--- ACTIVITY ---
Find the string "each" in the data, then copy every line where it is found.
○ ○ ○ ○
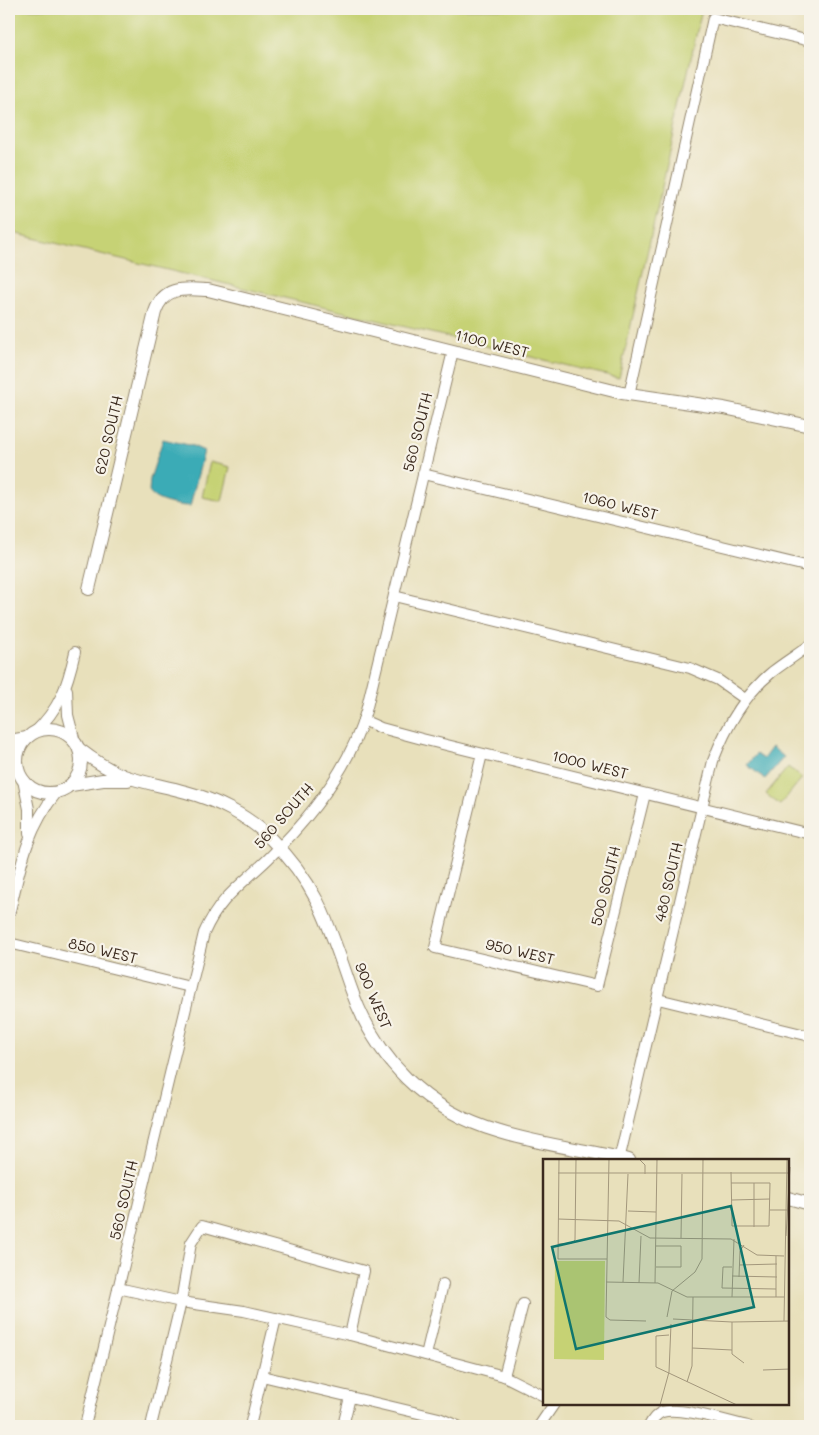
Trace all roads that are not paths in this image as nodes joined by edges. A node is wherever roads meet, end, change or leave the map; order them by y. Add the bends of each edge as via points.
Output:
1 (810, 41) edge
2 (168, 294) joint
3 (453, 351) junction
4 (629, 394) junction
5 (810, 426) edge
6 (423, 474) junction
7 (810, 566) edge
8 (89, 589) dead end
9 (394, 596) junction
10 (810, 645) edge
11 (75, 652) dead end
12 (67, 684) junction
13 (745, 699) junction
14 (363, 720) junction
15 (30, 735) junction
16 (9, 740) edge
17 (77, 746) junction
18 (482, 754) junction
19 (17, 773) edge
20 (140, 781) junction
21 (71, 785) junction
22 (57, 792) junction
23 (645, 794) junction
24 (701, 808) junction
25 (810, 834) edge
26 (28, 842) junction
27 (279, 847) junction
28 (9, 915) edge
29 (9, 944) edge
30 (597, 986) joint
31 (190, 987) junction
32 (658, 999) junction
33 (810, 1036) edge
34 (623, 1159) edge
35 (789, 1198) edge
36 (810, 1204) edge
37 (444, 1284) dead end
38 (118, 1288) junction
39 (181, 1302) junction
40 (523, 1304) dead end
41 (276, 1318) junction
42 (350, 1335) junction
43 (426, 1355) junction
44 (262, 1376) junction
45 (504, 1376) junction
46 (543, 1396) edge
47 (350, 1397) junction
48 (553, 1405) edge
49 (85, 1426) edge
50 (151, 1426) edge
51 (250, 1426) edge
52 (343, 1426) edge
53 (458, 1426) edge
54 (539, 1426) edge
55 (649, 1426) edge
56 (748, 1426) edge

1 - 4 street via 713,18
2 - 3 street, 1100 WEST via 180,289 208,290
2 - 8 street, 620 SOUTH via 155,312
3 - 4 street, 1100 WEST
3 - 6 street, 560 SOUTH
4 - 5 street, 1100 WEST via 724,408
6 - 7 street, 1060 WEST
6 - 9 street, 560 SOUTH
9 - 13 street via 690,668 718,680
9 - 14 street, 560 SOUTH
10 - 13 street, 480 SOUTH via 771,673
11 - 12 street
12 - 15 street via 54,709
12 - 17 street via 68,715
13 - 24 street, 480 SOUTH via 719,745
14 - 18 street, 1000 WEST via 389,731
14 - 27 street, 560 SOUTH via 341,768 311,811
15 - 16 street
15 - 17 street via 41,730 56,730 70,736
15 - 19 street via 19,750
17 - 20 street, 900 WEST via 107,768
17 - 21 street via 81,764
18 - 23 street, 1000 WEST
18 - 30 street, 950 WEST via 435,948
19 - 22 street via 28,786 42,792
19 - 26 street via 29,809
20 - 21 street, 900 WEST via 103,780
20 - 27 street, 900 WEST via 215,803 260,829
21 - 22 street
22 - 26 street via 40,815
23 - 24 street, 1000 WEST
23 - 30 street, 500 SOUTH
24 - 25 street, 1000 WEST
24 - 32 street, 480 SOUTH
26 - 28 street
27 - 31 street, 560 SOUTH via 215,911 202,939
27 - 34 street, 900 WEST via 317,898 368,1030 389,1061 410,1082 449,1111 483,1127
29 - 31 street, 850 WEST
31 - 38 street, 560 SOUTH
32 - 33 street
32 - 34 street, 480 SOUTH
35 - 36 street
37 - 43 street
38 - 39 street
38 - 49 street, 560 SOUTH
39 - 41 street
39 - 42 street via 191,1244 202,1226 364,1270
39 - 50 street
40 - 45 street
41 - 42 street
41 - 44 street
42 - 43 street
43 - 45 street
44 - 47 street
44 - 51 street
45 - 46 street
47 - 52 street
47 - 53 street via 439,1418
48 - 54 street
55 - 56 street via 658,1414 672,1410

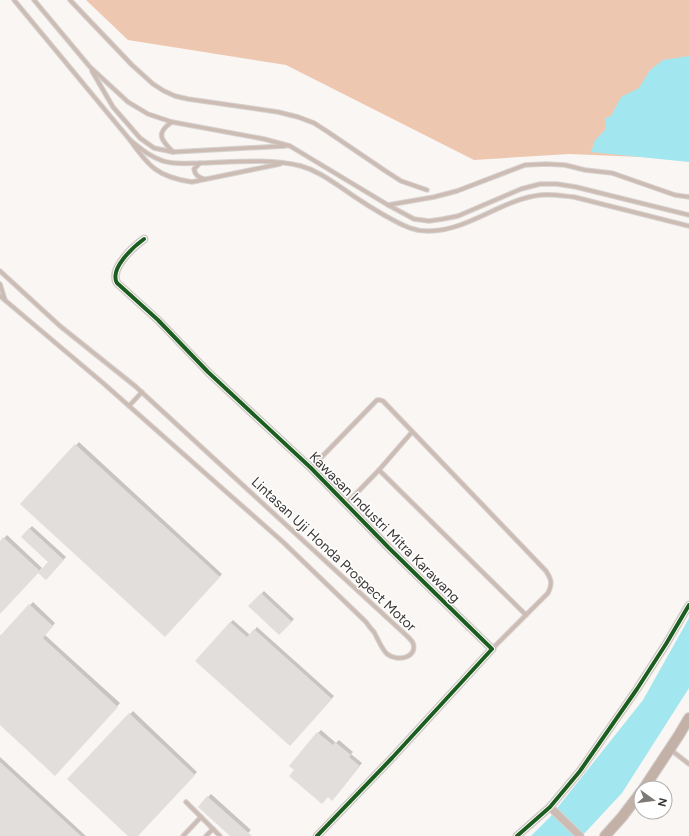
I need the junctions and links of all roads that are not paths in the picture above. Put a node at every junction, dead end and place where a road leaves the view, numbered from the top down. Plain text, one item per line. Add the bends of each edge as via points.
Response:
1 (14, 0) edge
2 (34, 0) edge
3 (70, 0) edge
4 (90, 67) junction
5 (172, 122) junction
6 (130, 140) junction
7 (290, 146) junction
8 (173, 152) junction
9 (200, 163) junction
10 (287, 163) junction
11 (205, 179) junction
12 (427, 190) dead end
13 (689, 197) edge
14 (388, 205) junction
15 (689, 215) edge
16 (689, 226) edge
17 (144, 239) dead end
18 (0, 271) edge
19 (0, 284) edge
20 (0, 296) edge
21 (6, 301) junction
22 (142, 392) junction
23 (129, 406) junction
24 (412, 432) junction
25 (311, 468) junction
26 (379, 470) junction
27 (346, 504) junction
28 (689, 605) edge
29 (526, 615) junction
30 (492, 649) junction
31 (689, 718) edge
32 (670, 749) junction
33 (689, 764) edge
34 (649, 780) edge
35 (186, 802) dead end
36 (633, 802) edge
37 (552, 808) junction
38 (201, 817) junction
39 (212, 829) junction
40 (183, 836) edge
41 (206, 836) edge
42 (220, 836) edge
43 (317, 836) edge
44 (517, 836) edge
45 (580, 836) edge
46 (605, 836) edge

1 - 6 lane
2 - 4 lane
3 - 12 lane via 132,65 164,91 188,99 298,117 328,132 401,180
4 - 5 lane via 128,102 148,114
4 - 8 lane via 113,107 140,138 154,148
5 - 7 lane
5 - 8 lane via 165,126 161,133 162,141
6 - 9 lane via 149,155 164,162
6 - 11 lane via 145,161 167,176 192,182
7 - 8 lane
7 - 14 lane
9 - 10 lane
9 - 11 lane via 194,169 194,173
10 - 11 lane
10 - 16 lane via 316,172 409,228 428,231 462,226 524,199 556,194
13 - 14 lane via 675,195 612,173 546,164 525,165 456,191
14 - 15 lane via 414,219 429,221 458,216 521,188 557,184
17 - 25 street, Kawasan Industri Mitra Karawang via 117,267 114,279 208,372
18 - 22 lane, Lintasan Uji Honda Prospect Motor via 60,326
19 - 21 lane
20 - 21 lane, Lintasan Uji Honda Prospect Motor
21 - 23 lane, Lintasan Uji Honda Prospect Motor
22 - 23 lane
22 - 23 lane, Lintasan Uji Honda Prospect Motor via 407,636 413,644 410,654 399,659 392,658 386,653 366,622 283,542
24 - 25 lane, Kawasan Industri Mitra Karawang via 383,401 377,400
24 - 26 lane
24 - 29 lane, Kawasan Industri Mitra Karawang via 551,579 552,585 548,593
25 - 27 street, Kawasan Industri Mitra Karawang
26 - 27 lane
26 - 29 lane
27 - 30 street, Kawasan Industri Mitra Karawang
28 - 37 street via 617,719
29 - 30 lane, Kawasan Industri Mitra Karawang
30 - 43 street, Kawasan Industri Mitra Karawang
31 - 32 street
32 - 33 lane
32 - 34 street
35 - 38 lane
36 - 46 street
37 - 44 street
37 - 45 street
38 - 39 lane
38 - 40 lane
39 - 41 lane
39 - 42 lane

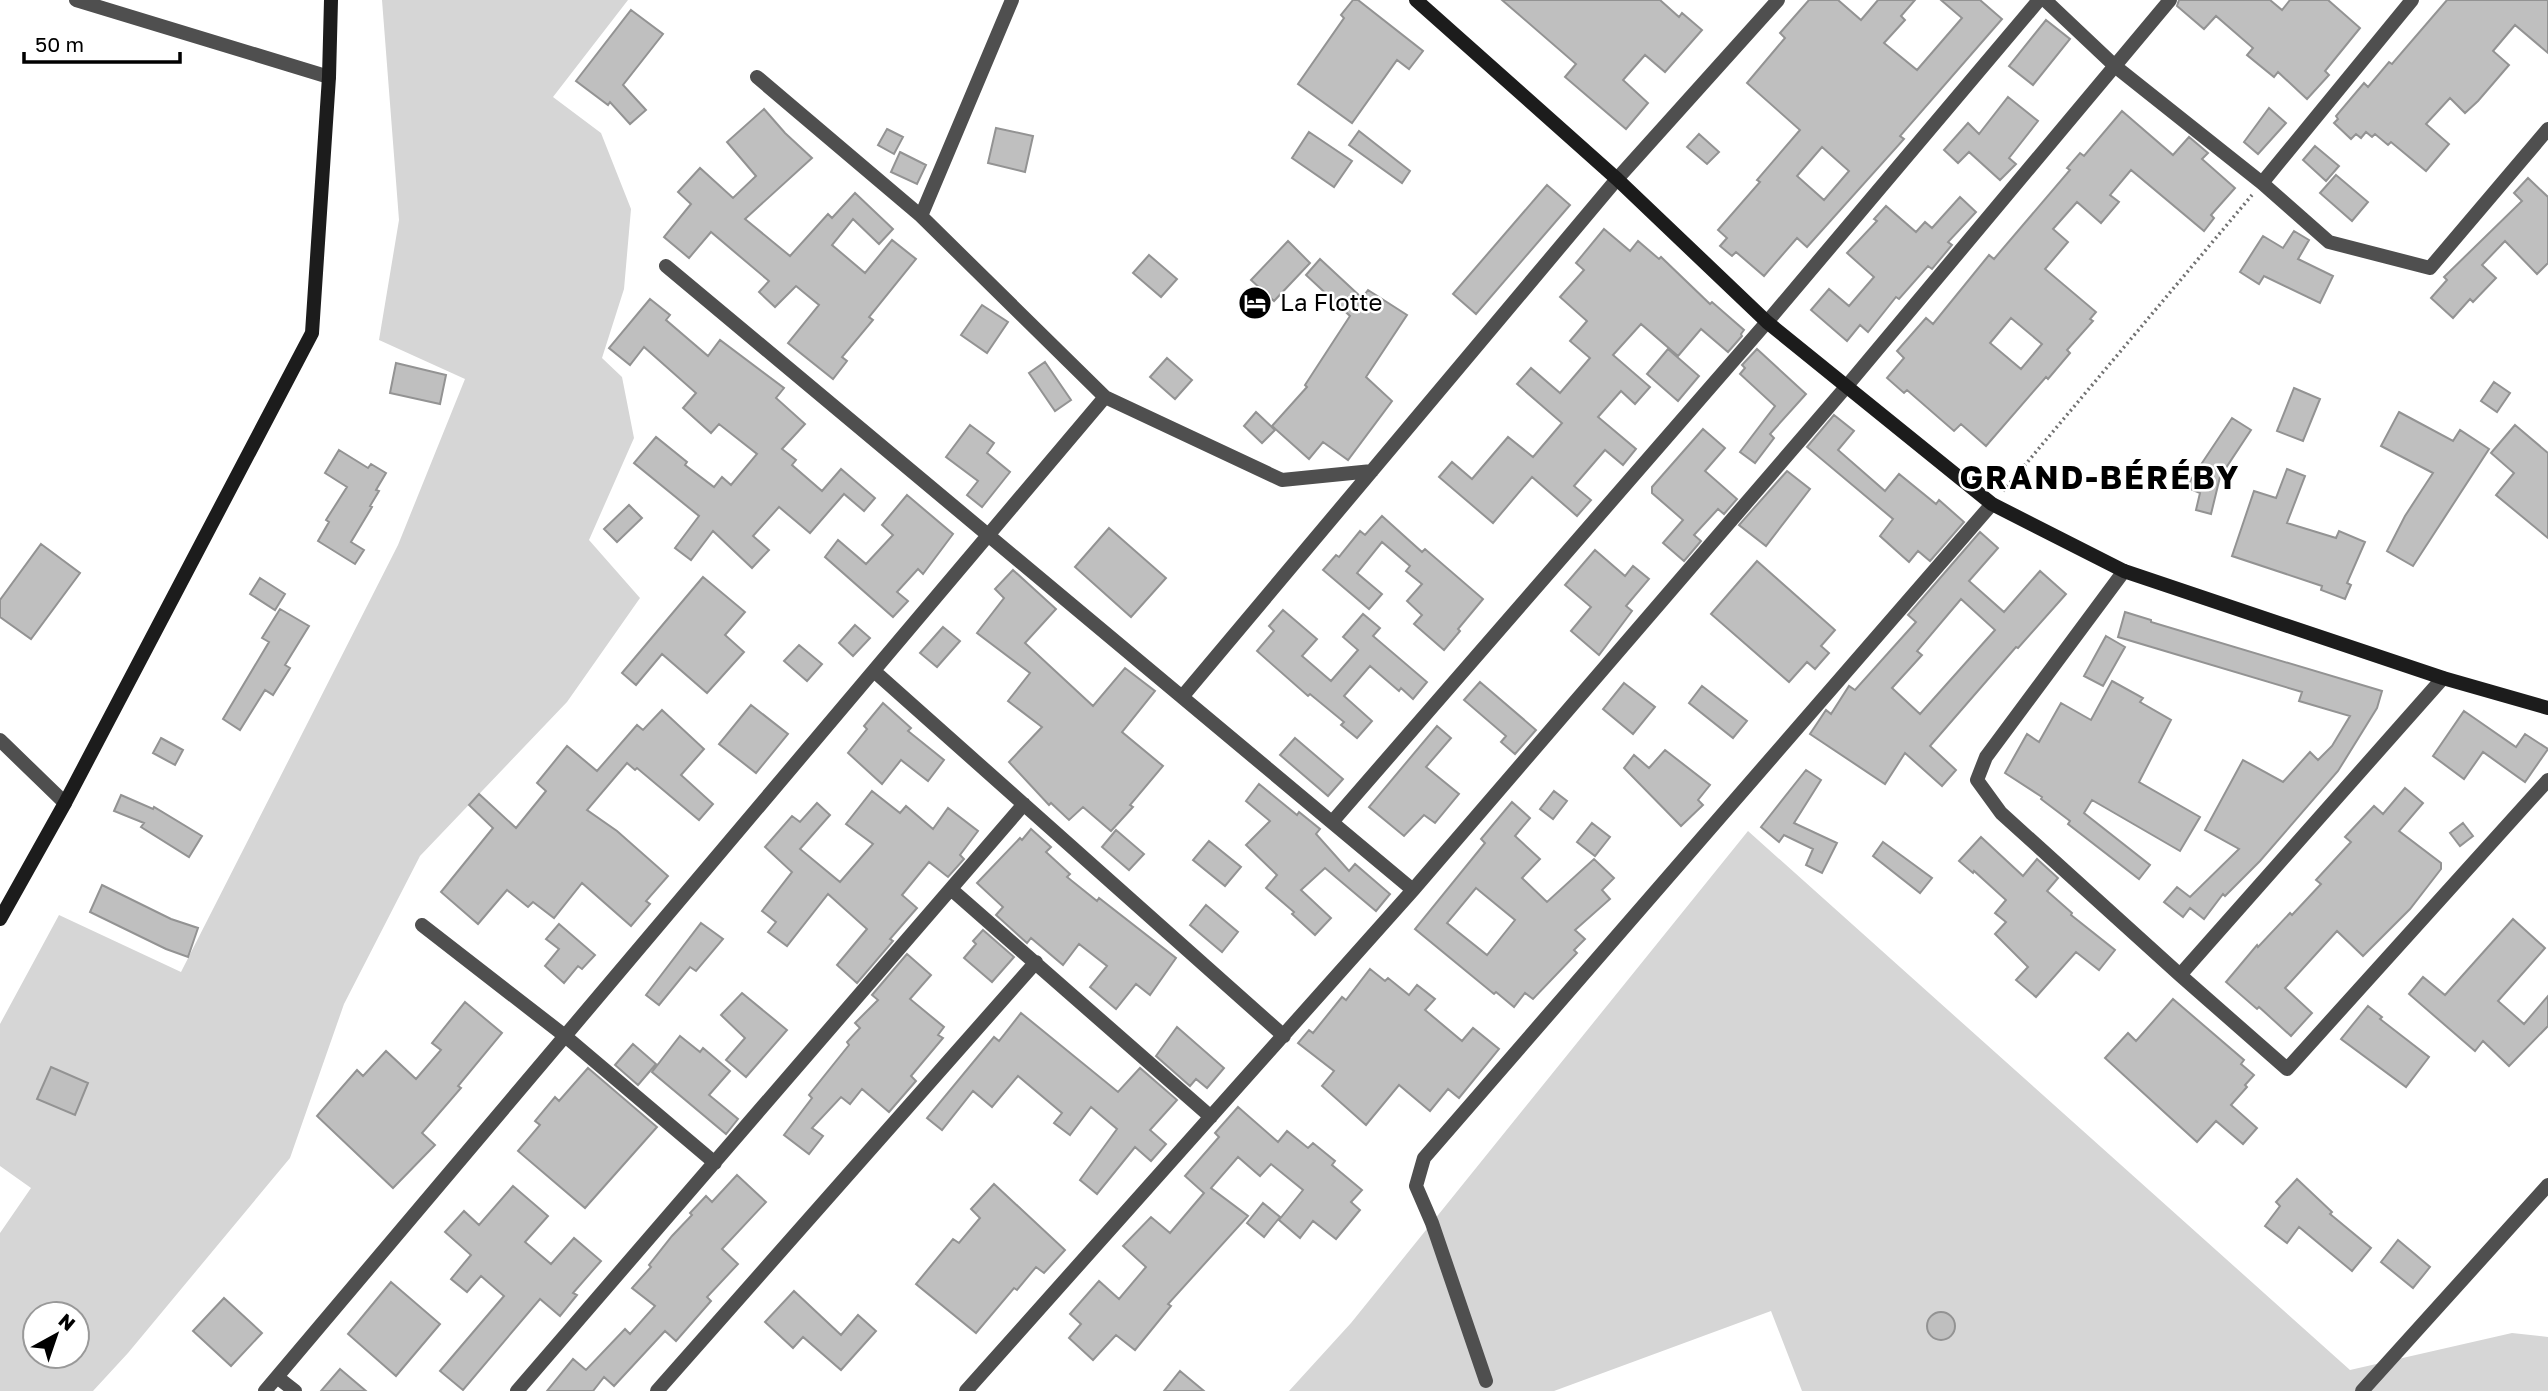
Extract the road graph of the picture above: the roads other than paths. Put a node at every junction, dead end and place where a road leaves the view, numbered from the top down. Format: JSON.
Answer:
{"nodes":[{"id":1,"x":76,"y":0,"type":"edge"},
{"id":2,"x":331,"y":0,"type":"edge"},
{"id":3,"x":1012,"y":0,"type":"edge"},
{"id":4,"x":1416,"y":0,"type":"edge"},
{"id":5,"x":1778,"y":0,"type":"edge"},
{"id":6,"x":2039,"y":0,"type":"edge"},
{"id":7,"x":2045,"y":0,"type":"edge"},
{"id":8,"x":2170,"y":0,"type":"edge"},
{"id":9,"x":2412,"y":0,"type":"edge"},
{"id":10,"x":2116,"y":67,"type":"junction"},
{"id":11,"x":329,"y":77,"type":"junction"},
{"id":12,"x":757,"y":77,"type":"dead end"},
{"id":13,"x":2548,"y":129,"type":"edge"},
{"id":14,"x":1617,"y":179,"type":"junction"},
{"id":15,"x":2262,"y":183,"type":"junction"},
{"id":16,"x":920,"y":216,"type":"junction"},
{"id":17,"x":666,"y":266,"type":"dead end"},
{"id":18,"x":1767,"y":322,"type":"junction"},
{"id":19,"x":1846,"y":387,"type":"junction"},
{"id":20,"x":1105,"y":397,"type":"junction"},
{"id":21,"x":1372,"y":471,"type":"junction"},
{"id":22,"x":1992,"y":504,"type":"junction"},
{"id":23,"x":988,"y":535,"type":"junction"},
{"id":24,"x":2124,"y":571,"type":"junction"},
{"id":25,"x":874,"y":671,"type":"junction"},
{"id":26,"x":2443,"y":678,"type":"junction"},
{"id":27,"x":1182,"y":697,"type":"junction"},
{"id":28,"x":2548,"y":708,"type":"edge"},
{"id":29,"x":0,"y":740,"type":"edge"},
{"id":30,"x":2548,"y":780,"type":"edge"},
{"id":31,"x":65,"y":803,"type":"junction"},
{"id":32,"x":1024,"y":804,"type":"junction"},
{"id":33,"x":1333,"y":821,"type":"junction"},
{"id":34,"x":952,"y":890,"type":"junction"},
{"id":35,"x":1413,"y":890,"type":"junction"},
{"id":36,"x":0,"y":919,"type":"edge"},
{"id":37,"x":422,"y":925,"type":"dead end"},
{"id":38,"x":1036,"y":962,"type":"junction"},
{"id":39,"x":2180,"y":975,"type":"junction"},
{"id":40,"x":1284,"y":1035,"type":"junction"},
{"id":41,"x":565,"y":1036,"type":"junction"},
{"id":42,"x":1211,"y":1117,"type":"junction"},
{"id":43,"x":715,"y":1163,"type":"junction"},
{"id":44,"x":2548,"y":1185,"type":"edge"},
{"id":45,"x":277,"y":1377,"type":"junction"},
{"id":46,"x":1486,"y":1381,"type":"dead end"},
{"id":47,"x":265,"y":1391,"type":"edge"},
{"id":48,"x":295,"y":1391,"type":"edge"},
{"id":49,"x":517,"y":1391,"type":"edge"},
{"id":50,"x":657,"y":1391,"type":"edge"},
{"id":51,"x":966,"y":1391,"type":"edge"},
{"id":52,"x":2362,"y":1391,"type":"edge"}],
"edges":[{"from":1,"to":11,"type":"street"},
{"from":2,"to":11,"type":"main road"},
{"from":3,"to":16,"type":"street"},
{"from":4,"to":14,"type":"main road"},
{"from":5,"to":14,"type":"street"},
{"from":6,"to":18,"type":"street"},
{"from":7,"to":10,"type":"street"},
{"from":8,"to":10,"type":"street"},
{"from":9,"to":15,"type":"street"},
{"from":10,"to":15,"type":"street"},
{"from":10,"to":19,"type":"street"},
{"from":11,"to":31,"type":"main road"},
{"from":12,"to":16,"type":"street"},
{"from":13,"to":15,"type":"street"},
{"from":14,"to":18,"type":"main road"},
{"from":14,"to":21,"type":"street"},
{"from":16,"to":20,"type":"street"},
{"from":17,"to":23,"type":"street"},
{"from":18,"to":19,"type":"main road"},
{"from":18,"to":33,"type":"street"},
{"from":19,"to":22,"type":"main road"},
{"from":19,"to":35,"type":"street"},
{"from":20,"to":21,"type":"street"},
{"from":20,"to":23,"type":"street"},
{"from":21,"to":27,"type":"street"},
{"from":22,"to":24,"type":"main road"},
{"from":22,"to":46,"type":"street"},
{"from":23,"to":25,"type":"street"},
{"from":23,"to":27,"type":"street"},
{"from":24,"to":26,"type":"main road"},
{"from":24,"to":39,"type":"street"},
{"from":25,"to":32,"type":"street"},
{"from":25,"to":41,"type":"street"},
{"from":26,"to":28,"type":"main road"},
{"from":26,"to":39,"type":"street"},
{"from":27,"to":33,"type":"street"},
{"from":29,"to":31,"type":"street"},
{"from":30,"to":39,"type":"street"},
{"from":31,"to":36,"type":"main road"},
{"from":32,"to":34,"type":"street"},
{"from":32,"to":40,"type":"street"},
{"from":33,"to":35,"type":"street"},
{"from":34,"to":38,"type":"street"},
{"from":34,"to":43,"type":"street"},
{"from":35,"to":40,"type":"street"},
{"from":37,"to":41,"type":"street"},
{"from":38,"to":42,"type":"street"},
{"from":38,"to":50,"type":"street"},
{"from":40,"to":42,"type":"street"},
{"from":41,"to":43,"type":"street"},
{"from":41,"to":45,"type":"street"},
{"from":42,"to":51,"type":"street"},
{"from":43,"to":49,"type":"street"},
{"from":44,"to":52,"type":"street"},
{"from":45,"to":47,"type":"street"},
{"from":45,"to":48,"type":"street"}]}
○ ○ ○ ○
--- OUTPUT OF THE EXERCISE ---
Trace all roads that are not paths in this image as nodes joined by edges. A node is wherever roads meet, end, change or leave the map; order them by y. Add the bends of each edge as via points.
I need the junctions and links of all roads that are not paths in the picture above. Put a node at every junction, dead end and place where a road leaves the view, numbered from the top down. Plain text, one item per line. Add the bends of each edge as via points.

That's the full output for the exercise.